Supplied records
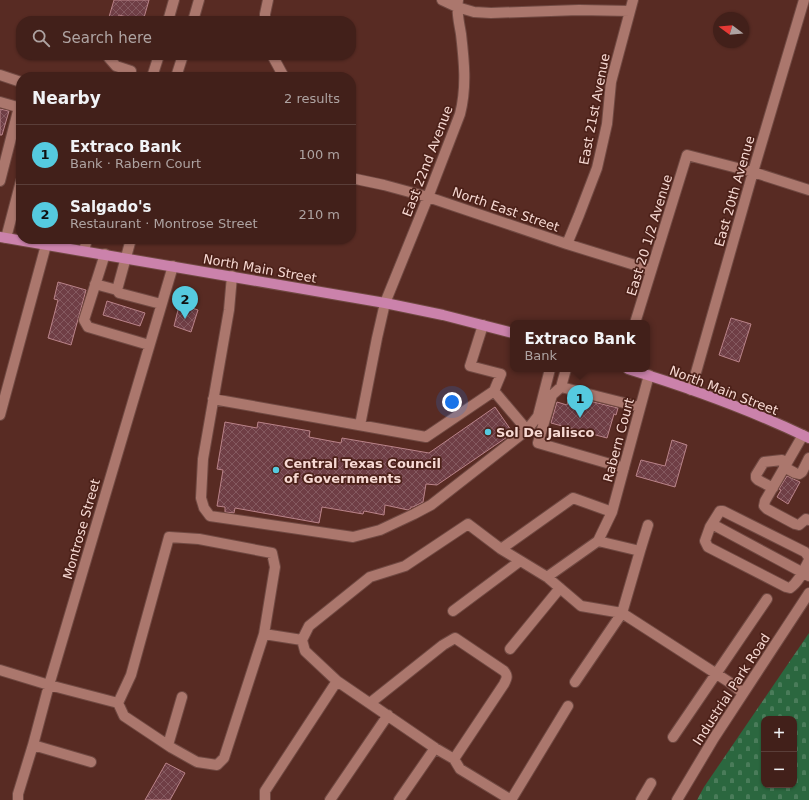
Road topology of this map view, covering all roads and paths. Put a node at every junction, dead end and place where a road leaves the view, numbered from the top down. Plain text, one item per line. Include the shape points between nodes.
1 (174, 0) edge
2 (199, 0) edge
3 (268, 0) edge
4 (442, 0) edge
5 (633, 0) edge
6 (804, 0) edge
7 (458, 4) edge
8 (630, 11) junction
9 (169, 16) edge
10 (194, 16) edge
11 (265, 16) edge
12 (112, 60) edge
13 (157, 60) edge
14 (181, 60) edge
15 (275, 60) edge
16 (131, 72) edge
17 (154, 72) edge
18 (178, 72) edge
19 (281, 72) edge
20 (0, 75) edge
21 (16, 80) edge
22 (0, 102) edge
23 (16, 107) edge
24 (16, 123) edge
25 (753, 172) junction
26 (356, 179) edge
27 (0, 181) edge
28 (809, 190) edge
29 (16, 197) edge
30 (428, 197) junction
31 (3, 237) edge
32 (16, 239) edge
33 (46, 244) edge
34 (61, 244) edge
35 (86, 244) edge
36 (130, 244) edge
37 (567, 244) junction
38 (84, 251) junction
39 (105, 254) junction
40 (126, 258) junction
41 (173, 266) junction
42 (652, 270) junction
43 (232, 276) junction
44 (95, 284) junction
45 (117, 290) junction
46 (385, 302) junction
47 (161, 304) junction
48 (636, 320) edge
49 (482, 325) junction
50 (510, 332) edge
51 (149, 344) junction
52 (549, 372) edge
53 (565, 372) edge
54 (638, 372) edge
55 (649, 375) junction
56 (561, 387) junction
57 (691, 390) junction
58 (494, 391) junction
59 (213, 399) junction
60 (640, 407) junction
61 (0, 415) edge
62 (360, 425) junction
63 (527, 430) junction
64 (806, 437) edge
65 (809, 458) edge
66 (786, 465) junction
67 (624, 468) junction
68 (773, 488) junction
69 (612, 512) junction
70 (809, 520) edge
71 (712, 524) junction
72 (648, 525) dead end
73 (598, 541) junction
74 (502, 549) junction
75 (640, 551) junction
76 (809, 560) edge
77 (520, 561) junction
78 (806, 574) edge
79 (547, 577) junction
80 (560, 588) junction
81 (809, 593) edge
82 (767, 599) dead end
83 (453, 611) dead end
84 (622, 613) junction
85 (264, 634) junction
86 (302, 640) junction
87 (510, 649) dead end
88 (0, 670) edge
89 (716, 674) junction
90 (337, 681) junction
91 (575, 682) dead end
92 (49, 685) junction
93 (743, 692) junction
94 (182, 697) dead end
95 (118, 703) junction
96 (370, 703) junction
97 (568, 706) dead end
98 (388, 715) junction
99 (673, 737) dead end
100 (33, 745) junction
101 (168, 745) junction
102 (436, 748) junction
103 (454, 758) junction
104 (91, 762) dead end
105 (651, 783) dead end
106 (18, 800) edge
107 (265, 800) edge
108 (330, 800) edge
109 (399, 800) edge
110 (511, 800) edge
111 (641, 800) edge
112 (677, 800) edge

1 - 9 street
2 - 10 street
3 - 11 street
4 - 7 street
5 - 8 street, East 21st Avenue
6 - 25 street, East 20th Avenue
7 - 8 street via 474,12 491,13
7 - 30 street, East 22nd Avenue via 463,101
8 - 37 street, East 21st Avenue via 611,82 607,124 597,168
12 - 16 street via 116,66
13 - 17 street
14 - 18 street
15 - 19 street
20 - 21 street
22 - 23 street
24 - 27 street
25 - 28 street
25 - 42 street, East 20 1/2 Avenue via 687,155
25 - 57 street, East 20th Avenue
26 - 30 street, North East Street
29 - 31 street
30 - 37 street, North East Street
30 - 46 street, East 22nd Avenue
31 - 32 main road, North Main Street
33 - 61 street
34 - 38 main road, North Main Street
35 - 38 street
36 - 40 street
37 - 42 street, North East Street
38 - 39 main road, North Main Street
39 - 40 main road, North Main Street
39 - 44 street
40 - 41 main road, North Main Street
40 - 45 street
41 - 43 main road, North Main Street
41 - 47 street, Montrose Street
42 - 48 street, East 20 1/2 Avenue
43 - 46 main road, North Main Street
43 - 59 street via 229,310
44 - 45 street
44 - 51 street via 84,320 88,327
45 - 47 street via 119,293
46 - 49 main road, North Main Street
46 - 62 street, East 22nd Avenue
47 - 51 street, Montrose Street
49 - 50 main road, North Main Street
49 - 58 street via 470,366 501,374
51 - 92 street, Montrose Street
52 - 63 street via 538,416
53 - 56 street
54 - 55 main road, North Main Street
55 - 57 main road, North Main Street
55 - 60 street, Rabern Court
56 - 60 street
56 - 67 street via 552,395 538,444
57 - 64 main road, North Main Street via 745,409
58 - 62 street via 426,437
58 - 63 street
59 - 62 street
59 - 63 street via 203,459 201,498 210,516 354,537 380,530 431,505
60 - 67 street, Rabern Court
64 - 66 street
65 - 66 street via 802,472 798,474
66 - 68 street
66 - 68 street via 782,460 764,462 756,474 758,480
67 - 69 street, Rabern Court
68 - 70 street via 765,501 764,506 767,509 795,524 799,525 806,519
69 - 73 street, Rabern Court
69 - 74 street via 573,498
71 - 76 street via 722,511 805,552
71 - 78 street
71 - 78 street via 705,541 708,546 786,587 794,586
72 - 75 street
73 - 75 street
73 - 79 street
74 - 77 street
74 - 86 street via 468,524 405,566 370,578 309,626
75 - 84 street
76 - 78 street
77 - 79 street
77 - 83 street
79 - 80 street
80 - 84 street via 581,606
80 - 87 street
81 - 93 street, Industrial Park Road
82 - 89 street
84 - 89 street
84 - 91 street
85 - 86 street
85 - 95 street via 275,568 272,553 199,539 169,538 131,675
85 - 101 street via 224,758 217,765 198,762
86 - 90 street via 305,651
88 - 92 street
89 - 93 street
89 - 99 street
90 - 96 street
90 - 107 street via 265,791
92 - 95 street
92 - 100 street, Montrose Street
93 - 112 street, Industrial Park Road
94 - 101 street
95 - 101 street via 124,716
96 - 98 street
96 - 103 street via 455,638 492,662 504,671 507,677
97 - 110 street
98 - 102 street
98 - 108 street
100 - 104 street
100 - 106 street, Montrose Street
102 - 103 street
102 - 109 street
103 - 110 street via 460,769
105 - 111 street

Exercise instructions
Pictures stay out; all other material above is restated word for word.

Response
Road topology of this map view, covering all roads and paths. Put a node at every junction, dead end and place where a road leaves the view, numbered from the top down. Plain text, one item per line. Include the shape points between nodes.
1 (174, 0) edge
2 (199, 0) edge
3 (268, 0) edge
4 (442, 0) edge
5 (633, 0) edge
6 (804, 0) edge
7 (458, 4) edge
8 (630, 11) junction
9 (169, 16) edge
10 (194, 16) edge
11 (265, 16) edge
12 (112, 60) edge
13 (157, 60) edge
14 (181, 60) edge
15 (275, 60) edge
16 (131, 72) edge
17 (154, 72) edge
18 (178, 72) edge
19 (281, 72) edge
20 (0, 75) edge
21 (16, 80) edge
22 (0, 102) edge
23 (16, 107) edge
24 (16, 123) edge
25 (753, 172) junction
26 (356, 179) edge
27 (0, 181) edge
28 (809, 190) edge
29 (16, 197) edge
30 (428, 197) junction
31 (3, 237) edge
32 (16, 239) edge
33 (46, 244) edge
34 (61, 244) edge
35 (86, 244) edge
36 (130, 244) edge
37 (567, 244) junction
38 (84, 251) junction
39 (105, 254) junction
40 (126, 258) junction
41 (173, 266) junction
42 (652, 270) junction
43 (232, 276) junction
44 (95, 284) junction
45 (117, 290) junction
46 (385, 302) junction
47 (161, 304) junction
48 (636, 320) edge
49 (482, 325) junction
50 (510, 332) edge
51 (149, 344) junction
52 (549, 372) edge
53 (565, 372) edge
54 (638, 372) edge
55 (649, 375) junction
56 (561, 387) junction
57 (691, 390) junction
58 (494, 391) junction
59 (213, 399) junction
60 (640, 407) junction
61 (0, 415) edge
62 (360, 425) junction
63 (527, 430) junction
64 (806, 437) edge
65 (809, 458) edge
66 (786, 465) junction
67 (624, 468) junction
68 (773, 488) junction
69 (612, 512) junction
70 (809, 520) edge
71 (712, 524) junction
72 (648, 525) dead end
73 (598, 541) junction
74 (502, 549) junction
75 (640, 551) junction
76 (809, 560) edge
77 (520, 561) junction
78 (806, 574) edge
79 (547, 577) junction
80 (560, 588) junction
81 (809, 593) edge
82 (767, 599) dead end
83 (453, 611) dead end
84 (622, 613) junction
85 (264, 634) junction
86 (302, 640) junction
87 (510, 649) dead end
88 (0, 670) edge
89 (716, 674) junction
90 (337, 681) junction
91 (575, 682) dead end
92 (49, 685) junction
93 (743, 692) junction
94 (182, 697) dead end
95 (118, 703) junction
96 (370, 703) junction
97 (568, 706) dead end
98 (388, 715) junction
99 (673, 737) dead end
100 (33, 745) junction
101 (168, 745) junction
102 (436, 748) junction
103 (454, 758) junction
104 (91, 762) dead end
105 (651, 783) dead end
106 (18, 800) edge
107 (265, 800) edge
108 (330, 800) edge
109 (399, 800) edge
110 (511, 800) edge
111 (641, 800) edge
112 (677, 800) edge

1 - 9 street
2 - 10 street
3 - 11 street
4 - 7 street
5 - 8 street, East 21st Avenue
6 - 25 street, East 20th Avenue
7 - 8 street via 474,12 491,13
7 - 30 street, East 22nd Avenue via 463,101
8 - 37 street, East 21st Avenue via 611,82 607,124 597,168
12 - 16 street via 116,66
13 - 17 street
14 - 18 street
15 - 19 street
20 - 21 street
22 - 23 street
24 - 27 street
25 - 28 street
25 - 42 street, East 20 1/2 Avenue via 687,155
25 - 57 street, East 20th Avenue
26 - 30 street, North East Street
29 - 31 street
30 - 37 street, North East Street
30 - 46 street, East 22nd Avenue
31 - 32 main road, North Main Street
33 - 61 street
34 - 38 main road, North Main Street
35 - 38 street
36 - 40 street
37 - 42 street, North East Street
38 - 39 main road, North Main Street
39 - 40 main road, North Main Street
39 - 44 street
40 - 41 main road, North Main Street
40 - 45 street
41 - 43 main road, North Main Street
41 - 47 street, Montrose Street
42 - 48 street, East 20 1/2 Avenue
43 - 46 main road, North Main Street
43 - 59 street via 229,310
44 - 45 street
44 - 51 street via 84,320 88,327
45 - 47 street via 119,293
46 - 49 main road, North Main Street
46 - 62 street, East 22nd Avenue
47 - 51 street, Montrose Street
49 - 50 main road, North Main Street
49 - 58 street via 470,366 501,374
51 - 92 street, Montrose Street
52 - 63 street via 538,416
53 - 56 street
54 - 55 main road, North Main Street
55 - 57 main road, North Main Street
55 - 60 street, Rabern Court
56 - 60 street
56 - 67 street via 552,395 538,444
57 - 64 main road, North Main Street via 745,409
58 - 62 street via 426,437
58 - 63 street
59 - 62 street
59 - 63 street via 203,459 201,498 210,516 354,537 380,530 431,505
60 - 67 street, Rabern Court
64 - 66 street
65 - 66 street via 802,472 798,474
66 - 68 street
66 - 68 street via 782,460 764,462 756,474 758,480
67 - 69 street, Rabern Court
68 - 70 street via 765,501 764,506 767,509 795,524 799,525 806,519
69 - 73 street, Rabern Court
69 - 74 street via 573,498
71 - 76 street via 722,511 805,552
71 - 78 street
71 - 78 street via 705,541 708,546 786,587 794,586
72 - 75 street
73 - 75 street
73 - 79 street
74 - 77 street
74 - 86 street via 468,524 405,566 370,578 309,626
75 - 84 street
76 - 78 street
77 - 79 street
77 - 83 street
79 - 80 street
80 - 84 street via 581,606
80 - 87 street
81 - 93 street, Industrial Park Road
82 - 89 street
84 - 89 street
84 - 91 street
85 - 86 street
85 - 95 street via 275,568 272,553 199,539 169,538 131,675
85 - 101 street via 224,758 217,765 198,762
86 - 90 street via 305,651
88 - 92 street
89 - 93 street
89 - 99 street
90 - 96 street
90 - 107 street via 265,791
92 - 95 street
92 - 100 street, Montrose Street
93 - 112 street, Industrial Park Road
94 - 101 street
95 - 101 street via 124,716
96 - 98 street
96 - 103 street via 455,638 492,662 504,671 507,677
97 - 110 street
98 - 102 street
98 - 108 street
100 - 104 street
100 - 106 street, Montrose Street
102 - 103 street
102 - 109 street
103 - 110 street via 460,769
105 - 111 street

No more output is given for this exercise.